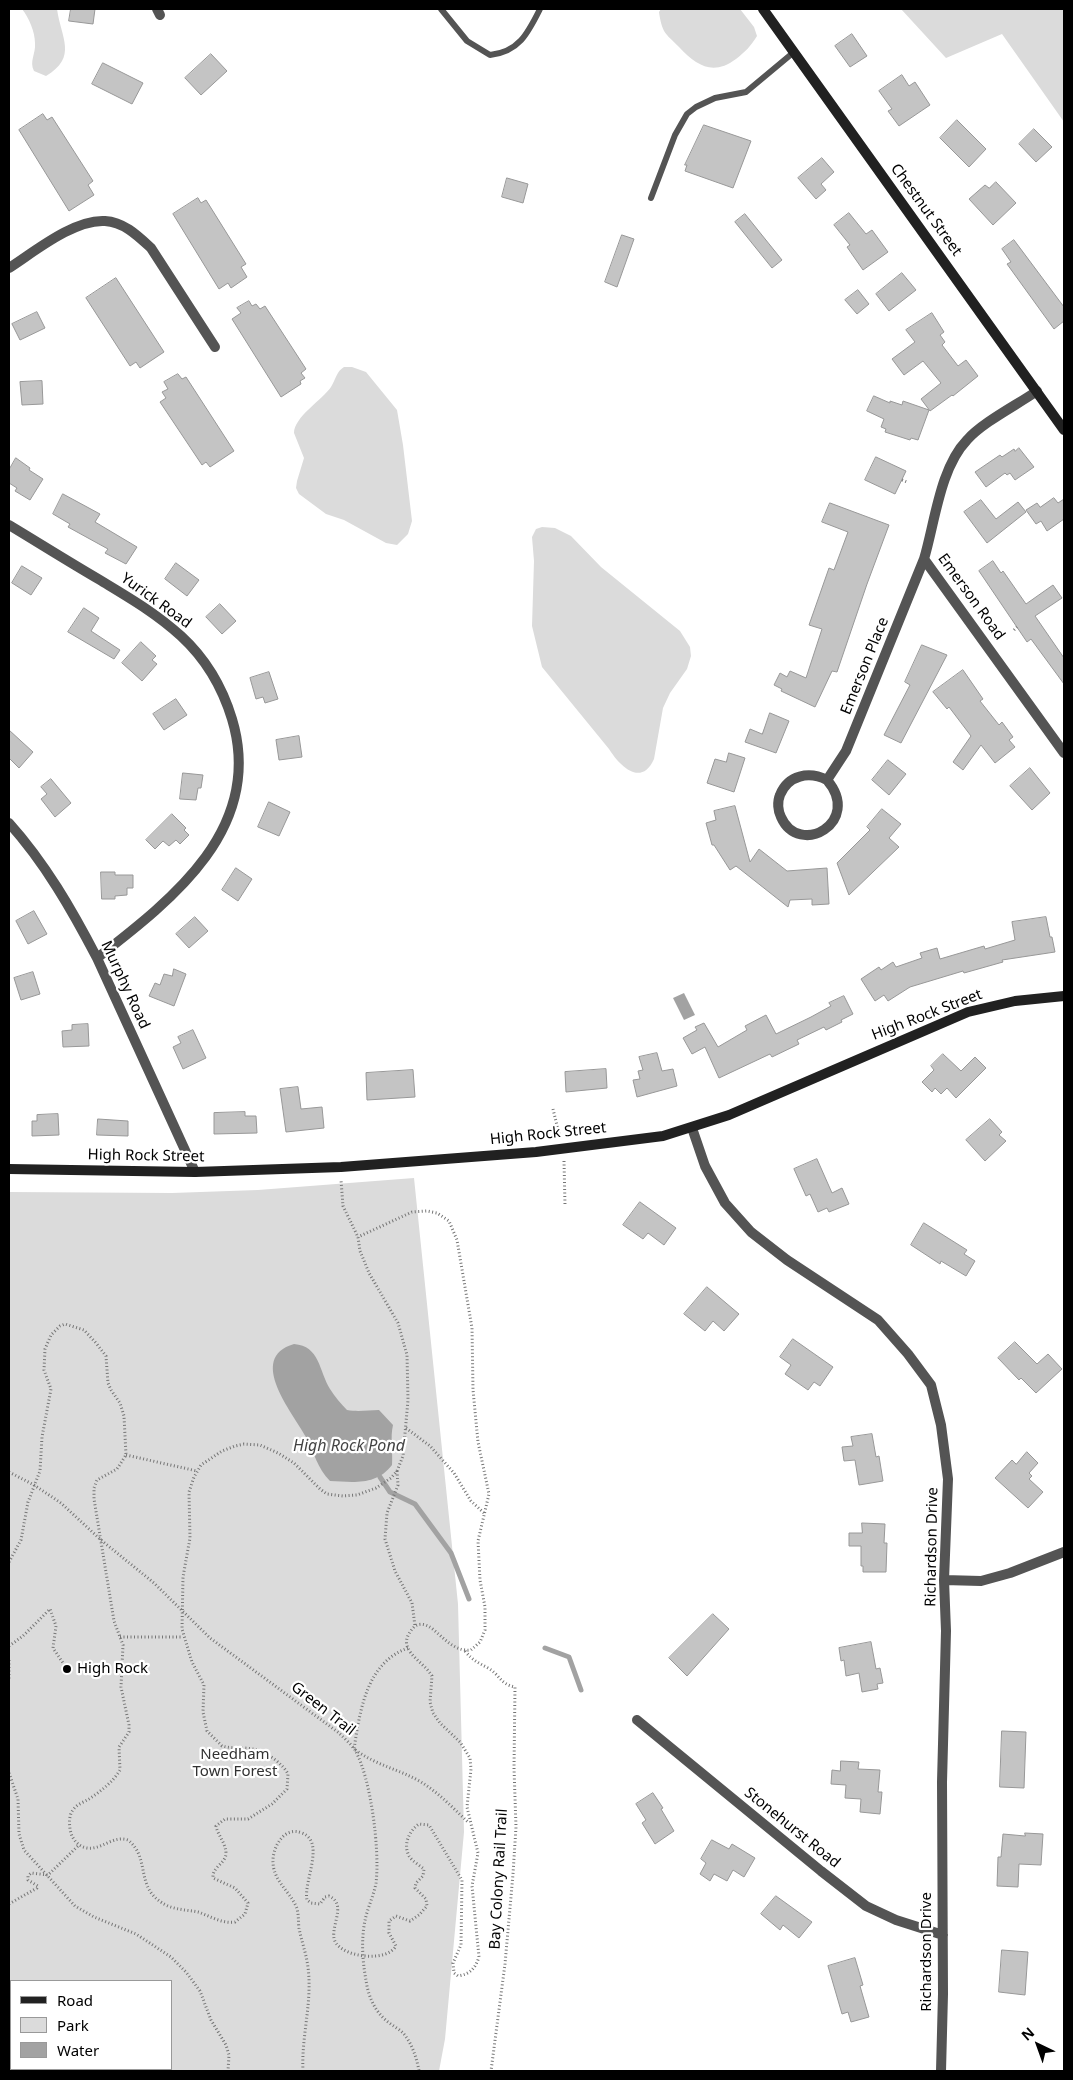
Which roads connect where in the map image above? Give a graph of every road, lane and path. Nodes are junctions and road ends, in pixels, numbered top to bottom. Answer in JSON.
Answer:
{"nodes":[{"id":1,"x":441,"y":9,"type":"edge"},
{"id":2,"x":540,"y":9,"type":"edge"},
{"id":3,"x":762,"y":9,"type":"edge"},
{"id":4,"x":794,"y":52,"type":"junction"},
{"id":5,"x":650,"y":198,"type":"dead end"},
{"id":6,"x":9,"y":268,"type":"edge"},
{"id":7,"x":215,"y":347,"type":"dead end"},
{"id":8,"x":1037,"y":392,"type":"junction"},
{"id":9,"x":1064,"y":430,"type":"edge"},
{"id":10,"x":902,"y":480,"type":"dead end"},
{"id":11,"x":907,"y":482,"type":"dead end"},
{"id":12,"x":9,"y":525,"type":"edge"},
{"id":13,"x":924,"y":559,"type":"junction"},
{"id":14,"x":1064,"y":753,"type":"edge"},
{"id":15,"x":827,"y":780,"type":"junction"},
{"id":16,"x":9,"y":823,"type":"edge"},
{"id":17,"x":97,"y":958,"type":"junction"},
{"id":18,"x":1064,"y":996,"type":"edge"},
{"id":19,"x":692,"y":1128,"type":"junction"},
{"id":20,"x":341,"y":1166,"type":"junction"},
{"id":21,"x":9,"y":1169,"type":"edge"},
{"id":22,"x":195,"y":1172,"type":"junction"},
{"id":23,"x":358,"y":1237,"type":"junction"},
{"id":24,"x":406,"y":1428,"type":"junction"},
{"id":25,"x":126,"y":1455,"type":"junction"},
{"id":26,"x":197,"y":1471,"type":"junction"},
{"id":27,"x":397,"y":1471,"type":"junction"},
{"id":28,"x":9,"y":1472,"type":"edge"},
{"id":29,"x":34,"y":1485,"type":"junction"},
{"id":30,"x":485,"y":1514,"type":"junction"},
{"id":31,"x":101,"y":1540,"type":"junction"},
{"id":32,"x":1064,"y":1552,"type":"edge"},
{"id":33,"x":9,"y":1562,"type":"edge"},
{"id":34,"x":944,"y":1580,"type":"junction"},
{"id":35,"x":181,"y":1610,"type":"junction"},
{"id":36,"x":415,"y":1626,"type":"junction"},
{"id":37,"x":119,"y":1637,"type":"junction"},
{"id":38,"x":183,"y":1637,"type":"junction"},
{"id":39,"x":9,"y":1646,"type":"edge"},
{"id":40,"x":408,"y":1648,"type":"junction"},
{"id":41,"x":465,"y":1651,"type":"junction"},
{"id":42,"x":9,"y":1660,"type":"edge"},
{"id":43,"x":67,"y":1669,"type":"dead end"},
{"id":44,"x":9,"y":1680,"type":"edge"},
{"id":45,"x":637,"y":1720,"type":"dead end"},
{"id":46,"x":354,"y":1749,"type":"junction"},
{"id":47,"x":9,"y":1772,"type":"edge"},
{"id":48,"x":470,"y":1823,"type":"junction"},
{"id":49,"x":79,"y":1845,"type":"junction"},
{"id":50,"x":48,"y":1875,"type":"junction"},
{"id":51,"x":9,"y":1904,"type":"edge"},
{"id":52,"x":943,"y":1935,"type":"junction"},
{"id":53,"x":363,"y":1955,"type":"junction"},
{"id":54,"x":228,"y":2071,"type":"edge"},
{"id":55,"x":303,"y":2071,"type":"edge"},
{"id":56,"x":419,"y":2071,"type":"edge"},
{"id":57,"x":491,"y":2071,"type":"edge"},
{"id":58,"x":941,"y":2071,"type":"edge"}],
"edges":[{"from":1,"to":2,"type":"lane"},
{"from":3,"to":4,"type":"street","name":"Chestnut Street"},
{"from":4,"to":5,"type":"lane"},
{"from":4,"to":8,"type":"street","name":"Chestnut Street"},
{"from":6,"to":7,"type":"street"},
{"from":8,"to":9,"type":"street","name":"Chestnut Street"},
{"from":8,"to":13,"type":"street","name":"Emerson Road"},
{"from":10,"to":11,"type":"path"},
{"from":12,"to":17,"type":"street","name":"Yurick Road"},
{"from":13,"to":14,"type":"street","name":"Emerson Road"},
{"from":13,"to":15,"type":"street","name":"Emerson Place"},
{"from":15,"to":15,"type":"street"},
{"from":16,"to":17,"type":"street","name":"Murphy Road"},
{"from":17,"to":22,"type":"street","name":"Murphy Road"},
{"from":18,"to":19,"type":"street","name":"High Rock Street"},
{"from":19,"to":20,"type":"street","name":"High Rock Street"},
{"from":19,"to":34,"type":"street","name":"Richardson Drive"},
{"from":20,"to":22,"type":"street","name":"High Rock Street"},
{"from":20,"to":23,"type":"path"},
{"from":21,"to":22,"type":"street","name":"High Rock Street"},
{"from":23,"to":24,"type":"path"},
{"from":23,"to":30,"type":"path"},
{"from":24,"to":27,"type":"path"},
{"from":24,"to":30,"type":"path"},
{"from":25,"to":26,"type":"path"},
{"from":25,"to":29,"type":"path"},
{"from":25,"to":31,"type":"path"},
{"from":26,"to":27,"type":"path"},
{"from":26,"to":35,"type":"path"},
{"from":27,"to":36,"type":"path"},
{"from":28,"to":29,"type":"path","name":"Green Trail"},
{"from":29,"to":31,"type":"path","name":"Green Trail"},
{"from":29,"to":33,"type":"path"},
{"from":30,"to":41,"type":"path"},
{"from":31,"to":35,"type":"path","name":"Green Trail"},
{"from":31,"to":37,"type":"path"},
{"from":32,"to":34,"type":"street"},
{"from":34,"to":52,"type":"street","name":"Richardson Drive"},
{"from":35,"to":38,"type":"path"},
{"from":35,"to":46,"type":"path","name":"Green Trail"},
{"from":36,"to":40,"type":"path"},
{"from":36,"to":41,"type":"path"},
{"from":37,"to":38,"type":"path"},
{"from":37,"to":49,"type":"path"},
{"from":38,"to":49,"type":"path"},
{"from":39,"to":43,"type":"path"},
{"from":40,"to":46,"type":"path"},
{"from":40,"to":48,"type":"path"},
{"from":41,"to":57,"type":"path","name":"Bay Colony Rail Trail"},
{"from":42,"to":44,"type":"path"},
{"from":45,"to":52,"type":"street","name":"Stonehurst Road"},
{"from":46,"to":48,"type":"path"},
{"from":46,"to":53,"type":"path","name":"Green Trail"},
{"from":47,"to":50,"type":"path"},
{"from":48,"to":53,"type":"path"},
{"from":49,"to":50,"type":"path"},
{"from":50,"to":51,"type":"path"},
{"from":50,"to":54,"type":"path"},
{"from":52,"to":58,"type":"street","name":"Richardson Drive"},
{"from":53,"to":55,"type":"path"},
{"from":53,"to":56,"type":"path","name":"Green Trail"}]}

· · ·

Task goal – What is the number of lines in the listing that contain "Trail"? State it and nothing more.

Task result – 7